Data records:
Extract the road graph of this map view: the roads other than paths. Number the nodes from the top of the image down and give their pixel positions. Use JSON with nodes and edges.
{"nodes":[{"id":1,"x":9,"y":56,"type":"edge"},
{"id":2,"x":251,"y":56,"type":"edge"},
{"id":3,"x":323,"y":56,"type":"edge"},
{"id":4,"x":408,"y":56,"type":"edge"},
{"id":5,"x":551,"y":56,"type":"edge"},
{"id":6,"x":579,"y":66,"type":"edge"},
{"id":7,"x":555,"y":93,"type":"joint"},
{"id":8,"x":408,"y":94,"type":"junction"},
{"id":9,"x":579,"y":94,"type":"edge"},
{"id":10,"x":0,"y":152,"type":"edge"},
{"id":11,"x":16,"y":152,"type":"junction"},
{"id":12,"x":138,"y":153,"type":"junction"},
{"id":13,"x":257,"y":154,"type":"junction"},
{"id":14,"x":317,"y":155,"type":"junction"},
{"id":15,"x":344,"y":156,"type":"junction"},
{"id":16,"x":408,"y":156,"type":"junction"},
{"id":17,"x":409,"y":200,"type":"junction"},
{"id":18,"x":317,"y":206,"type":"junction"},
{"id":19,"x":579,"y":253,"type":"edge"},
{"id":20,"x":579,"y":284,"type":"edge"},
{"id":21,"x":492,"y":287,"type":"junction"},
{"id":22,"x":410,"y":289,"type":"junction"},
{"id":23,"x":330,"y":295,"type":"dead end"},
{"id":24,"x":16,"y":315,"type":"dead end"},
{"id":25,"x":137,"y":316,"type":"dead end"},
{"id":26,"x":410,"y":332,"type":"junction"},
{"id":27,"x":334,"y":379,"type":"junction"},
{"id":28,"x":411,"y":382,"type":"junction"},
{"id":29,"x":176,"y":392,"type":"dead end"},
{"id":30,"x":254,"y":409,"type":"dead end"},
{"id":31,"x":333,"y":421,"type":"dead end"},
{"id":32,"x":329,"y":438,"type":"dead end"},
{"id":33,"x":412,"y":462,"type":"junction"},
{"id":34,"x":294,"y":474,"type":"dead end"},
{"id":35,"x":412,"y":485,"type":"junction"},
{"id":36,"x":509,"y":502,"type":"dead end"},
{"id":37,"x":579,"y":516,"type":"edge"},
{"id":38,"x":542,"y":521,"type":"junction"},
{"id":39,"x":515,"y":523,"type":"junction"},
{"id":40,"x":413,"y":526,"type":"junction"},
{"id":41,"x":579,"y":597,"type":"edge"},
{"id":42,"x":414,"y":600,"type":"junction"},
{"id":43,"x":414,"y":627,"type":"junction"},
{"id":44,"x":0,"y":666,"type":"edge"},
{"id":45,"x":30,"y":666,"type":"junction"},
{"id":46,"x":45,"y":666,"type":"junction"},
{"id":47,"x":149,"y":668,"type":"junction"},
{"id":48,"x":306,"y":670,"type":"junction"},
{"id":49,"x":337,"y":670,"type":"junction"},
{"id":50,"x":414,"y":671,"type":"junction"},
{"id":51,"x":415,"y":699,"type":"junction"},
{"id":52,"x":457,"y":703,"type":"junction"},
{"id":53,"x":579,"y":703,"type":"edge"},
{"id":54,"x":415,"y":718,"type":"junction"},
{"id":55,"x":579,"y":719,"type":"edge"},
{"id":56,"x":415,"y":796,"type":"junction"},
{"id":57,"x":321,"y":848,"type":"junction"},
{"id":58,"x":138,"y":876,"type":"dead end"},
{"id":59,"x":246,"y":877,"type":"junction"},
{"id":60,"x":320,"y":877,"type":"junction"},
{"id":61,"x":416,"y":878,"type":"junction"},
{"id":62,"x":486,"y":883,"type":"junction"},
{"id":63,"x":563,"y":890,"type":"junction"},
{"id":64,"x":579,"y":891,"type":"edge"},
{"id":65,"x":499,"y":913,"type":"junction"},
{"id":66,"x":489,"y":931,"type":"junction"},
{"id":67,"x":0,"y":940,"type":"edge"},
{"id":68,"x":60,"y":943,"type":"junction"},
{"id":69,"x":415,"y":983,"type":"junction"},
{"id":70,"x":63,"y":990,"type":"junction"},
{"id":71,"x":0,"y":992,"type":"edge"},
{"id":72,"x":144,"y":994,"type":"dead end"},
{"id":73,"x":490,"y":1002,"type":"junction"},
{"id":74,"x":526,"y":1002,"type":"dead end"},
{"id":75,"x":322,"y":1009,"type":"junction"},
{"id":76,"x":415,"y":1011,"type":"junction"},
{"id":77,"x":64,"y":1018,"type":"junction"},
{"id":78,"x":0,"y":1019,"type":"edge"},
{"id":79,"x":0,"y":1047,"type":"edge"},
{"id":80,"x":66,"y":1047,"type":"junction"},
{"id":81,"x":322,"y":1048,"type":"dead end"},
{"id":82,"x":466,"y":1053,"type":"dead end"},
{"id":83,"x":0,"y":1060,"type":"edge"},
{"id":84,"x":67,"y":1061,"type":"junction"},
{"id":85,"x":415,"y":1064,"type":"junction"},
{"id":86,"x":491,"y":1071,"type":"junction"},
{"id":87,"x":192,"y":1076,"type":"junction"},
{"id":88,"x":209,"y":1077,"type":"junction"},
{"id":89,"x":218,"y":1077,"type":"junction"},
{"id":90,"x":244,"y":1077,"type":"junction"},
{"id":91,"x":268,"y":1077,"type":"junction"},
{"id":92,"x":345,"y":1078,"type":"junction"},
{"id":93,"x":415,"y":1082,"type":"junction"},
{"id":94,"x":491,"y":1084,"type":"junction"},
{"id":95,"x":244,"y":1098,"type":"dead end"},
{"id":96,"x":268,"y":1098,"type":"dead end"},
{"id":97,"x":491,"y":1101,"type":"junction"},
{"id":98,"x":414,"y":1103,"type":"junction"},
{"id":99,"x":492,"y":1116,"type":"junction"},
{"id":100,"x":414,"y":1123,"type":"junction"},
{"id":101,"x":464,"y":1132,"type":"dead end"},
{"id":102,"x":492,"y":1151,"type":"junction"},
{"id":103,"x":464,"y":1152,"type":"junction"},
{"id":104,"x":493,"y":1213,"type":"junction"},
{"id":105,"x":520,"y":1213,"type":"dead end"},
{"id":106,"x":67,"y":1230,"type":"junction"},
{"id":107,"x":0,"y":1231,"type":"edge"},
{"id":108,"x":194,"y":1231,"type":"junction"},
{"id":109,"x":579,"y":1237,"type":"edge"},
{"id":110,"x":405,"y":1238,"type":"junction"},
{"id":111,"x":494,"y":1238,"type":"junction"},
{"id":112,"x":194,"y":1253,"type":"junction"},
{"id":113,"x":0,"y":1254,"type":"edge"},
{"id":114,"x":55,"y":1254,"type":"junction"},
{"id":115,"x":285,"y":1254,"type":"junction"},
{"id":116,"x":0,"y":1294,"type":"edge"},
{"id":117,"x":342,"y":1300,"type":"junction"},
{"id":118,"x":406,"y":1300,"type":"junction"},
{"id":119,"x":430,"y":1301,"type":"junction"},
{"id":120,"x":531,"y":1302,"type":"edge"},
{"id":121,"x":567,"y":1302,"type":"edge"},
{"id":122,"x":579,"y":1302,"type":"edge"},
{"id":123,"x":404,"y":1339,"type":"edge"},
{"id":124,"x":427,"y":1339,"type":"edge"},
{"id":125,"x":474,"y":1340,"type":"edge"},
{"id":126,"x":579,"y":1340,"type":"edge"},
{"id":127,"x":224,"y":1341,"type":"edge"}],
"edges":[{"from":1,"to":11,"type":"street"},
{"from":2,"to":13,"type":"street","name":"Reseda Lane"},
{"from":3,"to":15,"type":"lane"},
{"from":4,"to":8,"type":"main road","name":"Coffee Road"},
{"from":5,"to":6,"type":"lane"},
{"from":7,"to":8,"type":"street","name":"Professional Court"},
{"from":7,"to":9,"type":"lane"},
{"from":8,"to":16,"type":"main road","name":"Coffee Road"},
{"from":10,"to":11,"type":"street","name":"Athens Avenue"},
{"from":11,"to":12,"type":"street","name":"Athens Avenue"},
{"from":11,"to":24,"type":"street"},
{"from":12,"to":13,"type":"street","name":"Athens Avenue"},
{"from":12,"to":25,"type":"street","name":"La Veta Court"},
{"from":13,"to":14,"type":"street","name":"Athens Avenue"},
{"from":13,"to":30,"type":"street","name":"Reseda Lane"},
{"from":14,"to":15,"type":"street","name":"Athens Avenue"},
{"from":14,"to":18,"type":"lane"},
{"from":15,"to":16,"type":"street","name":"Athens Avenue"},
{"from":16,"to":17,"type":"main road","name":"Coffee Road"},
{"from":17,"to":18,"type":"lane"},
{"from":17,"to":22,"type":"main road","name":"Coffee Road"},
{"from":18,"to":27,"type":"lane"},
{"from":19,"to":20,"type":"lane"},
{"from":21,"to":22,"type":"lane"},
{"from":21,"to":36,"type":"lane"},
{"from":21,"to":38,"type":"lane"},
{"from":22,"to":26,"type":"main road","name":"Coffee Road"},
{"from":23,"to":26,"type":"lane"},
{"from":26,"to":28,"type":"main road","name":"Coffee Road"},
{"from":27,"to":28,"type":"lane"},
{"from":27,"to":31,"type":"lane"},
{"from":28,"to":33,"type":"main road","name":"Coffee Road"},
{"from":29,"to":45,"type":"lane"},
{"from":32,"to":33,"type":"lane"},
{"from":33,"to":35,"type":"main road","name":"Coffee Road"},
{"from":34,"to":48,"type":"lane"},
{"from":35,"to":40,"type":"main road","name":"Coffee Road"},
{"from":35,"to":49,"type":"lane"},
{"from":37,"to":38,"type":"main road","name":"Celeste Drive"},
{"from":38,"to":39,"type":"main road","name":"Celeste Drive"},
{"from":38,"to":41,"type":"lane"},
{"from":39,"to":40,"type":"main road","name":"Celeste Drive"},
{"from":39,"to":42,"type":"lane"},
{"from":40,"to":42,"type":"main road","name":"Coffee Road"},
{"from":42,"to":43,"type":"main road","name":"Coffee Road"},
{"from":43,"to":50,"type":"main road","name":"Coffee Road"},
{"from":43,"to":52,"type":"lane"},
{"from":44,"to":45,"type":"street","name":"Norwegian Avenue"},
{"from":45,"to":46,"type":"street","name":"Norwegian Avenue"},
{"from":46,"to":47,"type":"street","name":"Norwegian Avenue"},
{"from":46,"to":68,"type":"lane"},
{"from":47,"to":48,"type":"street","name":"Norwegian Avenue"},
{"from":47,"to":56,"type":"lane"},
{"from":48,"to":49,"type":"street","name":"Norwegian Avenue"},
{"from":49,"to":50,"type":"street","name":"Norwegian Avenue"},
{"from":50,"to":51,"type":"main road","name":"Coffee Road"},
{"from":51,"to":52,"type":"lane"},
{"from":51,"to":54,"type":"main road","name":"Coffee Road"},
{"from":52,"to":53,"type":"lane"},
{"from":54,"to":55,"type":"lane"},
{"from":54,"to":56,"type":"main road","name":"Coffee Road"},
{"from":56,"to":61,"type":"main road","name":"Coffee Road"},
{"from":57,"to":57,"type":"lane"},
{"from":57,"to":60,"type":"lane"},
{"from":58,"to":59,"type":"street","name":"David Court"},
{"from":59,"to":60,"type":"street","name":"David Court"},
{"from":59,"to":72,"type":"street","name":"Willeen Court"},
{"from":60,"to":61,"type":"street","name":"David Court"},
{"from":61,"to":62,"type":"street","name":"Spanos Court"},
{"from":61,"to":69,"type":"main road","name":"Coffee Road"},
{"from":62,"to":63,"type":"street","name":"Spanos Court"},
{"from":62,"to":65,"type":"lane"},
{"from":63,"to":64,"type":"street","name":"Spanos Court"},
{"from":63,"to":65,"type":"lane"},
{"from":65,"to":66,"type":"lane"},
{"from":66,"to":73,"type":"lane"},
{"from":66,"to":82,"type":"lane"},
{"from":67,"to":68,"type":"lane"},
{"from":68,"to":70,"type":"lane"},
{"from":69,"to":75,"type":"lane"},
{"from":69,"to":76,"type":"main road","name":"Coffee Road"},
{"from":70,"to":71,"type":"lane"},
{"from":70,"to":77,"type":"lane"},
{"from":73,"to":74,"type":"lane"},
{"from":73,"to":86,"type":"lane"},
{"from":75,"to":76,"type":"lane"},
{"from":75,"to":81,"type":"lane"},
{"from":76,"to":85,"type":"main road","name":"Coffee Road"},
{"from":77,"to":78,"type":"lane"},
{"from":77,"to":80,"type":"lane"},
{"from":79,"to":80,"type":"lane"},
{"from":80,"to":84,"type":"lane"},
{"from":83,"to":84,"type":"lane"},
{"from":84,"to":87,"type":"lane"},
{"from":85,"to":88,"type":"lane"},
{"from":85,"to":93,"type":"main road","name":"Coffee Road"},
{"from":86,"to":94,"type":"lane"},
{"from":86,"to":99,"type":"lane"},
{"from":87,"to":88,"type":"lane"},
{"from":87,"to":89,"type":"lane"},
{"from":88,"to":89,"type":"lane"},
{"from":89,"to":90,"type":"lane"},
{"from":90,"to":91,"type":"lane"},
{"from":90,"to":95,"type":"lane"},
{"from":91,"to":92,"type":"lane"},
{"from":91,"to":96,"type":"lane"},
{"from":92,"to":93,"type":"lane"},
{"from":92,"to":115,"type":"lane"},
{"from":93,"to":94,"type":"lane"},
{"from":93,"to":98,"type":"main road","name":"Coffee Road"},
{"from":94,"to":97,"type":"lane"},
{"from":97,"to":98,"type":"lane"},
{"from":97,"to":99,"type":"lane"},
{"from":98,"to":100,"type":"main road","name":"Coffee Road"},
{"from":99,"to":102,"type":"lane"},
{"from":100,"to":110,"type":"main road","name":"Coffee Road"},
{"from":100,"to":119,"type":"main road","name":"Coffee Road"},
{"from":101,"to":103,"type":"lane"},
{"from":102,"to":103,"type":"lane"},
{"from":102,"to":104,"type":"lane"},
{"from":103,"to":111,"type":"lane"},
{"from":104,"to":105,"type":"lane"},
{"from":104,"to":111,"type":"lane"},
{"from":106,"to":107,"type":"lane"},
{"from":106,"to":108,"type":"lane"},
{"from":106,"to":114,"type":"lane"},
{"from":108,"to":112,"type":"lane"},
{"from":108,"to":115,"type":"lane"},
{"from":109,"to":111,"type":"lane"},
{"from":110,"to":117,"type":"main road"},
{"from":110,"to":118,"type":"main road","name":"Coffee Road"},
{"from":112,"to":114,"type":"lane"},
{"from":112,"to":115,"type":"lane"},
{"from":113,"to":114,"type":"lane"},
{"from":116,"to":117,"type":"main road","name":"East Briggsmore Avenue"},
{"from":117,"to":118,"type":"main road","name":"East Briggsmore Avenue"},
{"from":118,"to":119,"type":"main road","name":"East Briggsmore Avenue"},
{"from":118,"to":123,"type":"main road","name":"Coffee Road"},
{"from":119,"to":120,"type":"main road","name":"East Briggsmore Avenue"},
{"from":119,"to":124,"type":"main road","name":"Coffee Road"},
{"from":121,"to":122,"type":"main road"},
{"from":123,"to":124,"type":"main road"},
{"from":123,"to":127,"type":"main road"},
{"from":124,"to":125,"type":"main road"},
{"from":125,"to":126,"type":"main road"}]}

...

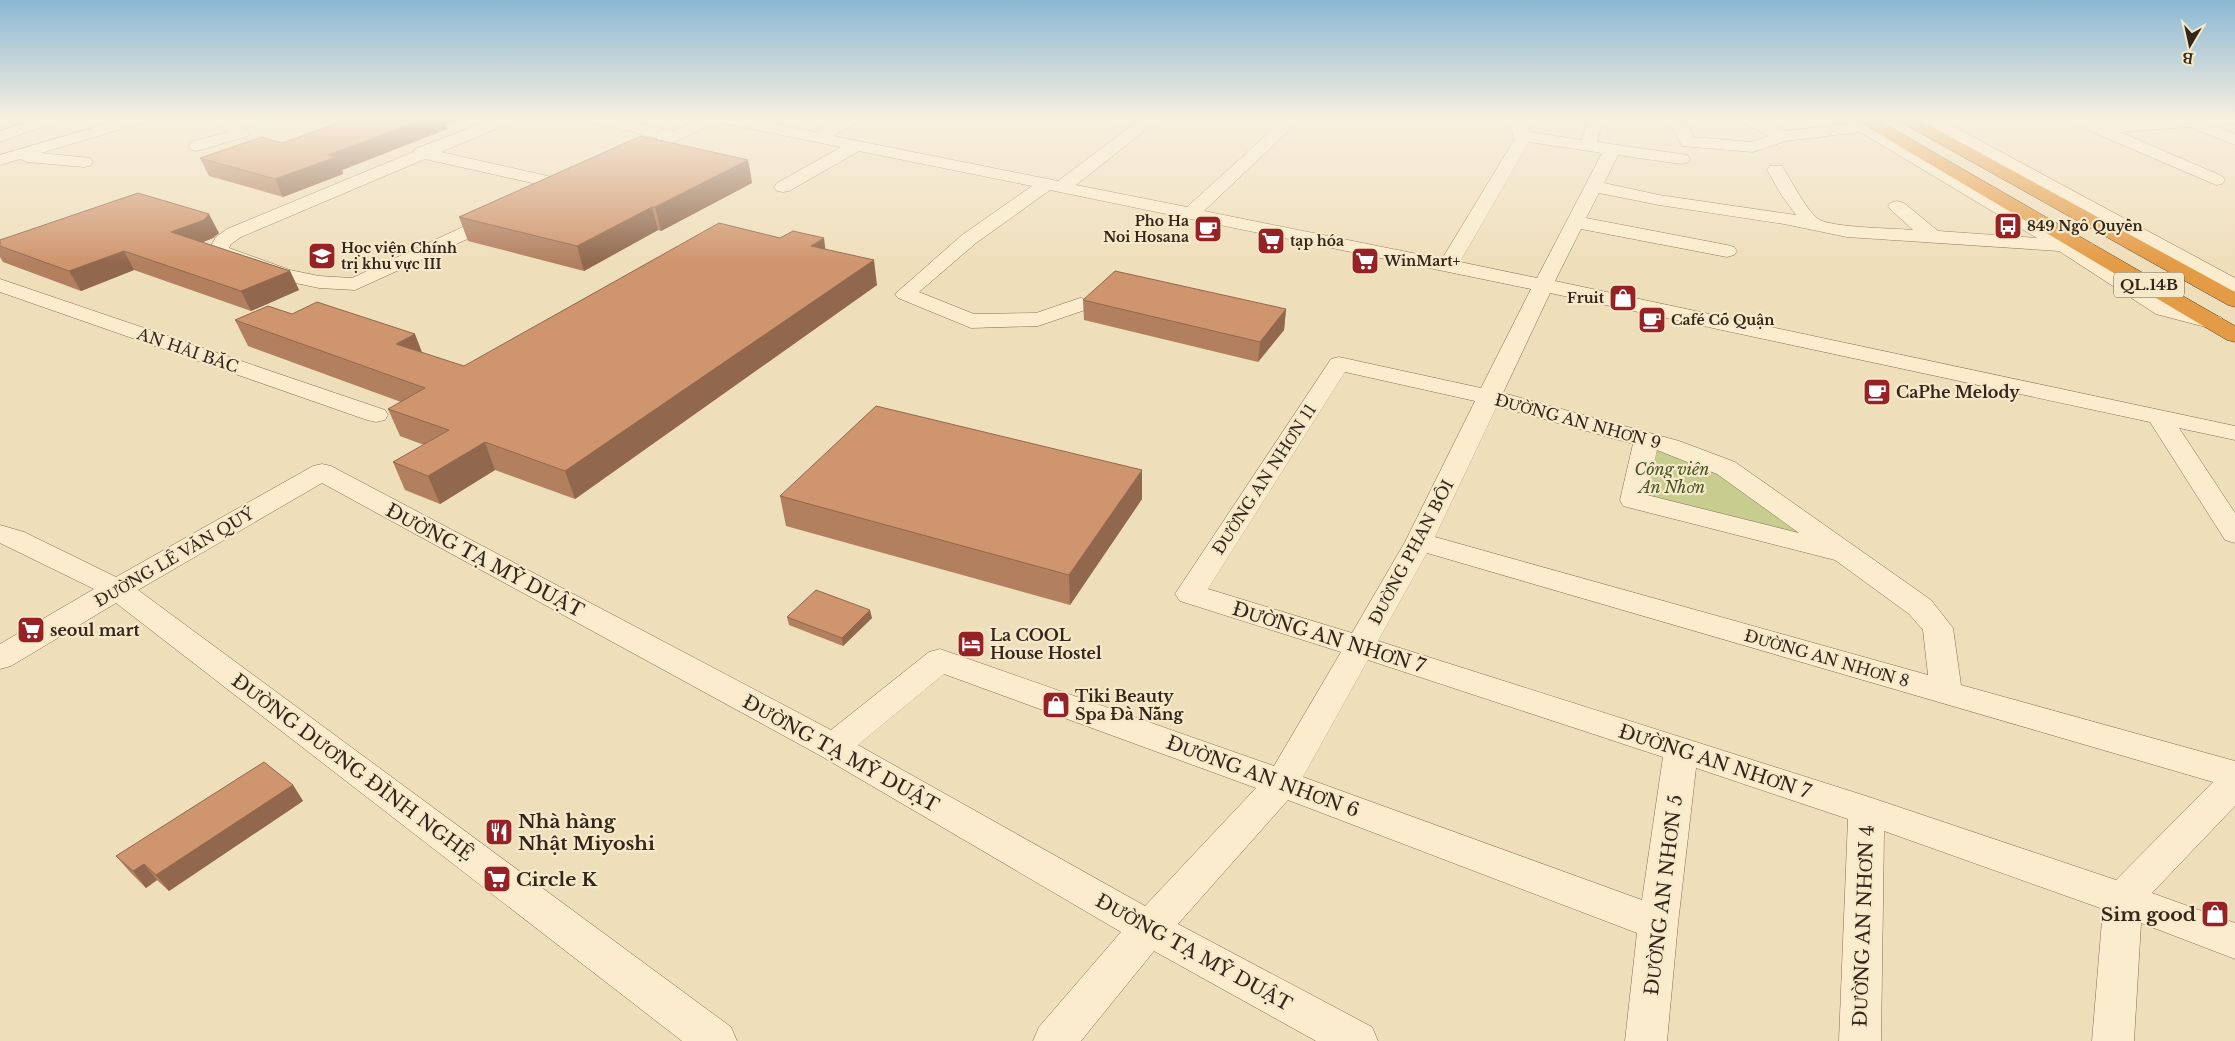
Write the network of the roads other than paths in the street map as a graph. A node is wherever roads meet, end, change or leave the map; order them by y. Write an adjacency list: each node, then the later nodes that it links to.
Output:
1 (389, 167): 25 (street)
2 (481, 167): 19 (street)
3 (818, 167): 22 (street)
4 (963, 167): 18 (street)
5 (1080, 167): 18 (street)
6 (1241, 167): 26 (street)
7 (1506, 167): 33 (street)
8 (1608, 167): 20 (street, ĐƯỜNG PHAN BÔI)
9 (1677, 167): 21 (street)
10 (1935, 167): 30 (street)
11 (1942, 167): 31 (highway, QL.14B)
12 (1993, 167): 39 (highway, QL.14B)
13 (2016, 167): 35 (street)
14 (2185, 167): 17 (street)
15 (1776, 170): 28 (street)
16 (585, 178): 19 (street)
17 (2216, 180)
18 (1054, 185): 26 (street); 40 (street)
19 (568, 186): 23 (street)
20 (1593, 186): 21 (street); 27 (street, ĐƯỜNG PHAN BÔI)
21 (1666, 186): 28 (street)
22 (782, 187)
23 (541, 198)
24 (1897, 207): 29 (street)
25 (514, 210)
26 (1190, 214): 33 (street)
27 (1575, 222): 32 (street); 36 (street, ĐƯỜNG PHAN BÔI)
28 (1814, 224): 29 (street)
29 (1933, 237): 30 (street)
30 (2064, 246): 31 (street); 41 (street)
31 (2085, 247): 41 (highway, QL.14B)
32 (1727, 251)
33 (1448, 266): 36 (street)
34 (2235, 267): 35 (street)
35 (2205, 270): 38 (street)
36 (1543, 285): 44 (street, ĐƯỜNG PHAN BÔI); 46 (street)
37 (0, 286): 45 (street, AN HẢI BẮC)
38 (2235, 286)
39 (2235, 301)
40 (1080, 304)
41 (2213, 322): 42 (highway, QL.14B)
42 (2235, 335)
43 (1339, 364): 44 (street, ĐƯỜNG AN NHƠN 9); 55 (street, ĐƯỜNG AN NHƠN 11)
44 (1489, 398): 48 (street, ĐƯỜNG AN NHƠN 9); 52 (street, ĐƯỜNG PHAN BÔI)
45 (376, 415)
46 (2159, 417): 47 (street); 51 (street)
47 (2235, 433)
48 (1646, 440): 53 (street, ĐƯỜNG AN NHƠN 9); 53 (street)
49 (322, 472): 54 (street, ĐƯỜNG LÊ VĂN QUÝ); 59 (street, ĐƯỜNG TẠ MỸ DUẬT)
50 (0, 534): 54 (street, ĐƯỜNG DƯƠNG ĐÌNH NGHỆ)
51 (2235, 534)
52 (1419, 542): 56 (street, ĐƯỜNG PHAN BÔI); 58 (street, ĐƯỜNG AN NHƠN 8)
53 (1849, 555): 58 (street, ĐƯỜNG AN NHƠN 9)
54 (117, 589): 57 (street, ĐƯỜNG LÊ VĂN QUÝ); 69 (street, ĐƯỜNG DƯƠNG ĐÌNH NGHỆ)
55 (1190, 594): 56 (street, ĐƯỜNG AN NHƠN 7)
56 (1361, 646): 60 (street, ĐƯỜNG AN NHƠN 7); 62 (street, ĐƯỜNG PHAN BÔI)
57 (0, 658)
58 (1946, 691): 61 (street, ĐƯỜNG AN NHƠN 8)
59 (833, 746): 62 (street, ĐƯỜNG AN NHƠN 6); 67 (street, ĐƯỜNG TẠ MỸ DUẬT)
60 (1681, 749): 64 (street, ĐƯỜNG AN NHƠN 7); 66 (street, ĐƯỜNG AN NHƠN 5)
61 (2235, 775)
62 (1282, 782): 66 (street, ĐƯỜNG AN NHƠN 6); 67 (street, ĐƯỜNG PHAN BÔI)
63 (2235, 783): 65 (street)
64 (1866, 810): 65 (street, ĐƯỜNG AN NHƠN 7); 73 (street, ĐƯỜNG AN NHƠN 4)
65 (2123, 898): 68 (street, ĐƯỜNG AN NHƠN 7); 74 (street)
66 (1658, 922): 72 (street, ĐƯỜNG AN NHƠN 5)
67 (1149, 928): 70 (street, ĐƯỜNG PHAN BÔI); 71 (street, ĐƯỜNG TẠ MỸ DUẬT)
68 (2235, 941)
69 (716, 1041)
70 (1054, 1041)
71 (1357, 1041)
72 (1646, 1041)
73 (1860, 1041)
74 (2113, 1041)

■ TASK PROMPT ■
Check every line above for the string "NGHỆ", and copy the ones that have it.

■ COMPLETED TASK ■
50 (0, 534): 54 (street, ĐƯỜNG DƯƠNG ĐÌNH NGHỆ)
54 (117, 589): 57 (street, ĐƯỜNG LÊ VĂN QUÝ); 69 (street, ĐƯỜNG DƯƠNG ĐÌNH NGHỆ)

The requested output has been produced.